▸ **What to do**
Pull each line holding the word "this" from the data.

-------------------------

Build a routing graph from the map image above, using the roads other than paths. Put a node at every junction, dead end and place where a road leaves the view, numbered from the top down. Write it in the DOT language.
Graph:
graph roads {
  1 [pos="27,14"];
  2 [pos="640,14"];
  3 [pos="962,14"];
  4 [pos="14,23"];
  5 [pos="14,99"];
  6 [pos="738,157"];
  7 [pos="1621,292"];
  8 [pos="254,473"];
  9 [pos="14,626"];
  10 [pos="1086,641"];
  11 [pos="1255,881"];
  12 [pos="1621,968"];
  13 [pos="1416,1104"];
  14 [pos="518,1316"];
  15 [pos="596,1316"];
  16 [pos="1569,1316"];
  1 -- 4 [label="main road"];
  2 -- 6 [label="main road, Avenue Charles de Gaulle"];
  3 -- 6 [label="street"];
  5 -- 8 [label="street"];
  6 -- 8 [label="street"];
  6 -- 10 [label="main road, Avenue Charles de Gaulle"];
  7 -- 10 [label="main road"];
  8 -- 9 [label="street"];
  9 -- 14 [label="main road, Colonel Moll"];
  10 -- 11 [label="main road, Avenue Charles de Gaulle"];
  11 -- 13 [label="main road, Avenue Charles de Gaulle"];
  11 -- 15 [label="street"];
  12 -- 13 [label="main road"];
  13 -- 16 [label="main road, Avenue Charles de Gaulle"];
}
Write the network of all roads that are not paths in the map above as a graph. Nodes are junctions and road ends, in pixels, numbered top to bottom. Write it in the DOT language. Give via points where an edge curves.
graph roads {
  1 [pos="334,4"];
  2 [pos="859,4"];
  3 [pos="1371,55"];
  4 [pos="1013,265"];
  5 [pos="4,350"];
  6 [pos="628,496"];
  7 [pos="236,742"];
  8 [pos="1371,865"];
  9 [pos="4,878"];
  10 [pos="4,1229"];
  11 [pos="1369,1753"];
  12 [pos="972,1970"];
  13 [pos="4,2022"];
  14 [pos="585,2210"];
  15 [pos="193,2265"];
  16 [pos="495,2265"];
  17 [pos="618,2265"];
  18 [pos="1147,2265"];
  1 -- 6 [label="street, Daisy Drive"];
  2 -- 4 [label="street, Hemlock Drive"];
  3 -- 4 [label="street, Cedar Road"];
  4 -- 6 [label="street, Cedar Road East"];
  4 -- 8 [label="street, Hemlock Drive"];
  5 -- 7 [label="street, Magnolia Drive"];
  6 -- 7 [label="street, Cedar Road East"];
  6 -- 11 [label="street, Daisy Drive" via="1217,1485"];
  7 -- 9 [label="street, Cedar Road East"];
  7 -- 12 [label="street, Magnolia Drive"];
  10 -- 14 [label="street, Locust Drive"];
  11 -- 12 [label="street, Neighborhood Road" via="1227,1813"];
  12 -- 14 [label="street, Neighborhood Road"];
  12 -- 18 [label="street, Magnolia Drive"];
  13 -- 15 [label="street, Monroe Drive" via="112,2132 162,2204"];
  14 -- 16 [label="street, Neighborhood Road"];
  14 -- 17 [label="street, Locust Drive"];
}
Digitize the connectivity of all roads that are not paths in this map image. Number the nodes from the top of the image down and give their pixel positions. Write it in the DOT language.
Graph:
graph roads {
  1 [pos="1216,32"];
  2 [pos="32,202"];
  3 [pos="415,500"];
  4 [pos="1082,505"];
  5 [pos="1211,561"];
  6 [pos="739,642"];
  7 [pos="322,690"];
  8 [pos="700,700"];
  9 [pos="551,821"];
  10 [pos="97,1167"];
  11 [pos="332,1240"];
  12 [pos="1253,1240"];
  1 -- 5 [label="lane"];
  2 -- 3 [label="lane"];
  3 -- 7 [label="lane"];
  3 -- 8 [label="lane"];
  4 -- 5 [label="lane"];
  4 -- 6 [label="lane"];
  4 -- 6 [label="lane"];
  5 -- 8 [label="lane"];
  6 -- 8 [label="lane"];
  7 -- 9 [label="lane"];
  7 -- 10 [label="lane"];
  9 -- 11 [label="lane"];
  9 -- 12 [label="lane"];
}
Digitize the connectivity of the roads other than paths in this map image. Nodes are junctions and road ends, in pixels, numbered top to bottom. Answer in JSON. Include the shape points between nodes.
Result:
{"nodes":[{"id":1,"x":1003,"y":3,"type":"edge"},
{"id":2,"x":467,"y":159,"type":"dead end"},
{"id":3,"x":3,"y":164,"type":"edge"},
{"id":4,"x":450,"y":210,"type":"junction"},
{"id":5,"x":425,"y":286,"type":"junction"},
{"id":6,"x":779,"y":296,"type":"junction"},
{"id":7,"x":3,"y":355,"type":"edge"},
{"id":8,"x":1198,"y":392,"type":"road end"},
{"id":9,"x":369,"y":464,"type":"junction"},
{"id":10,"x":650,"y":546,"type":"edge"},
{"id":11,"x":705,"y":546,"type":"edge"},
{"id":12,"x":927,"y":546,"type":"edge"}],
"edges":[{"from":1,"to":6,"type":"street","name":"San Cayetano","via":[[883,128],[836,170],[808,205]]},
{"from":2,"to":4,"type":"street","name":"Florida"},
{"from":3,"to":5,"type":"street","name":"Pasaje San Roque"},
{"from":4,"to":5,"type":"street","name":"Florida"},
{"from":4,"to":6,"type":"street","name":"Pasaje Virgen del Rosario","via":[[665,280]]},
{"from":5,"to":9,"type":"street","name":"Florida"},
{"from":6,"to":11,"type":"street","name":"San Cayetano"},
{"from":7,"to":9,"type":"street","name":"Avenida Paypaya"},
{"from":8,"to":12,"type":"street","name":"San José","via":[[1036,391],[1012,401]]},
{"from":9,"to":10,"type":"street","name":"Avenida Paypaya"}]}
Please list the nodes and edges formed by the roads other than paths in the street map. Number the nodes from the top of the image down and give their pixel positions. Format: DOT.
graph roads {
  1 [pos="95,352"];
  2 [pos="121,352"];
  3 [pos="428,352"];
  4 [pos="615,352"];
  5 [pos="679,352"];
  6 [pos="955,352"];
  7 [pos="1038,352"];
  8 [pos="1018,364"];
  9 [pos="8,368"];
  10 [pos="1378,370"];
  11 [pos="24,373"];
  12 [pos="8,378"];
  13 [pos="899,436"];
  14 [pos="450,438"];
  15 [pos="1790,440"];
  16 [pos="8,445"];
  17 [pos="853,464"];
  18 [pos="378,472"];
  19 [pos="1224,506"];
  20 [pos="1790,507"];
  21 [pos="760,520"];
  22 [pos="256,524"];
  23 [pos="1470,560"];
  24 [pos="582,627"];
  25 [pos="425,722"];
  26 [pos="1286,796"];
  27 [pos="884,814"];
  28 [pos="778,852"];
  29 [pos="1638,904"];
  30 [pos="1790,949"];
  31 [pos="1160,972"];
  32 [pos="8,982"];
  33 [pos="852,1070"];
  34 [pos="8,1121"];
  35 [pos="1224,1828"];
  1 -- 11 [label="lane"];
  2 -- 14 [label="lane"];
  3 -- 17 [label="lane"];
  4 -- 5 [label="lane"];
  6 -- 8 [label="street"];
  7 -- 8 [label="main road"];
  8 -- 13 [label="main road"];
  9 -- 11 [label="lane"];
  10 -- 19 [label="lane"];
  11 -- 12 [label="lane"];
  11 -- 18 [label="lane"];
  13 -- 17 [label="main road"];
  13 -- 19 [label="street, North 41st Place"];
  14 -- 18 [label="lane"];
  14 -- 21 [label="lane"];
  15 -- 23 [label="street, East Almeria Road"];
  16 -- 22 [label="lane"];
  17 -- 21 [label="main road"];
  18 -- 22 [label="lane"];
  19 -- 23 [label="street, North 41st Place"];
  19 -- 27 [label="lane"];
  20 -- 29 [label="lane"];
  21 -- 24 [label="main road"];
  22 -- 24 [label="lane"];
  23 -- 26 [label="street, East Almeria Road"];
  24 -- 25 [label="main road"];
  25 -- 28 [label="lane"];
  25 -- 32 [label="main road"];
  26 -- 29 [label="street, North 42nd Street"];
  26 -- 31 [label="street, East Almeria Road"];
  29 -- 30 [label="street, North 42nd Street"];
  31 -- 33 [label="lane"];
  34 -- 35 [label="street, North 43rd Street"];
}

-------------------------

▸ **Reply**
Digitize the connectivity of all roads that are not paths in this map image. Number the nodes from the top of the image down and give their pixel positions. Write it in the DOT language.
Digitize the connectivity of the roads other than paths in this map image. Nodes are junctions and road ends, in pixels, numbered top to bottom. Answer in JSON. Include the shape points between nodes.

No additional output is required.